Heller: Genau, ich sehe wenig Gründe panisch zu werden. Wie hat Warren Buffett einmal so schön gesagt: "Man muss ängstlich sein, wenn alle gierig sind, und man muss gierig sein, wenn alle ängstlich sind." Und danach handelt er immer noch. Buffett hat gerade drei Prozent an der Swiss Re gekauft.

€uro fondsxpress: Wenn man sich die Erklärungen der Experten für die Krise anschaut, spricht vieles gegen den Kauf von Aktien.

Heller: Alles, was ich in den Zeitungen lese, sind Fehldiagnosen. Wir haben eine Bereinigung einer schwülen, überhitzten Situation bei Öl und Rohstoffen verbunden mit Zwangsverkäufen. Man nennt dies auch Exekutionen. Mehr nicht. Mein Freund André Kostolany hat immer gesagt: Exekutionsware muss man kaufen.

"Nun platzt eine riesige Kreditblase"

€uro fondsxpress: Was verstehen Sie unter Exekutionsware?

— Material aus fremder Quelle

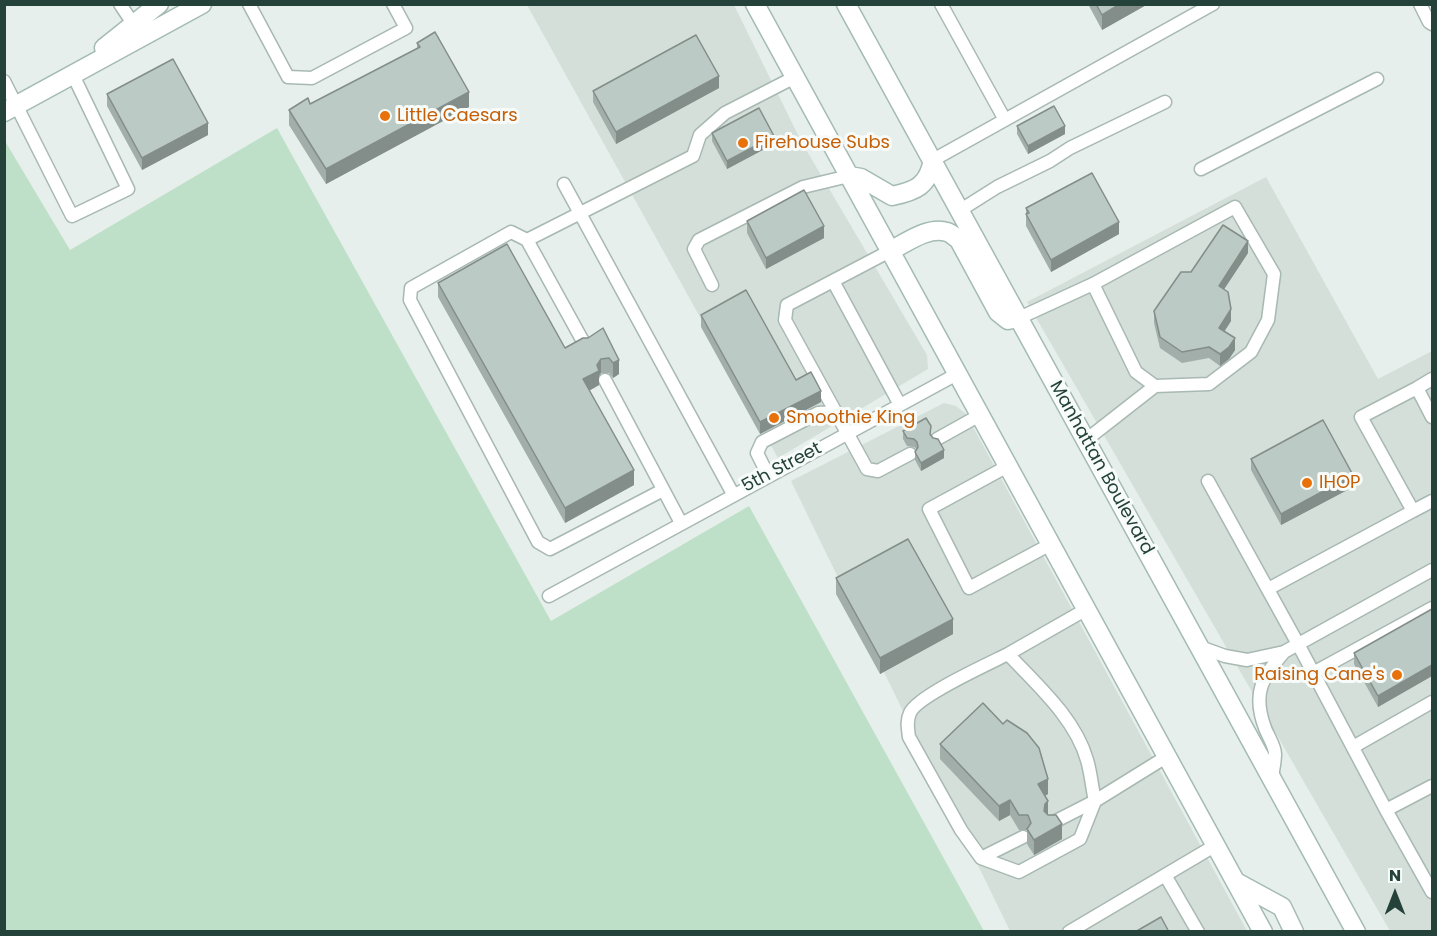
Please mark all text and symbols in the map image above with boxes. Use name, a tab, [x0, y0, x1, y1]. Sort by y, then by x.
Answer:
place label: Little Caesars	[397, 105, 518, 127]
marker: Little Caesars	[378, 109, 392, 123]
place label: Firehouse Subs	[755, 132, 890, 154]
marker: Firehouse Subs	[736, 136, 750, 150]
street label: Manhattan Boulevard	[1044, 377, 1158, 559]
place label: Smoothie King	[786, 407, 916, 429]
marker: Smoothie King	[767, 411, 781, 425]
street label: 5th Street	[739, 438, 825, 498]
place label: IHOP	[1319, 472, 1360, 494]
marker: IHOP	[1300, 476, 1314, 490]
place label: Raising Cane's	[1254, 664, 1385, 686]
marker: Raising Cane's	[1390, 668, 1404, 682]
north arrow	[1365, 864, 1425, 924]
text: N	[1389, 864, 1401, 887]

Heller: Das sind Aktien, die von um Liquidität ringenden Anlegern – vor allem Hedgefonds – als Zwangsverkäufe auf den Markt geworfen werden müssen. Denn nun platzt eine riesige Kreditblase und die Überspekulation der vergangenen Jahre wird abgebaut. Die Hedgefonds müssen zwei Seiten bedienen. Zum einen Anleger, die massiv Geld abziehen, und zum anderen die Banken, von denen sie sich das Geld für ihre Spekulationen ausgeliehen haben.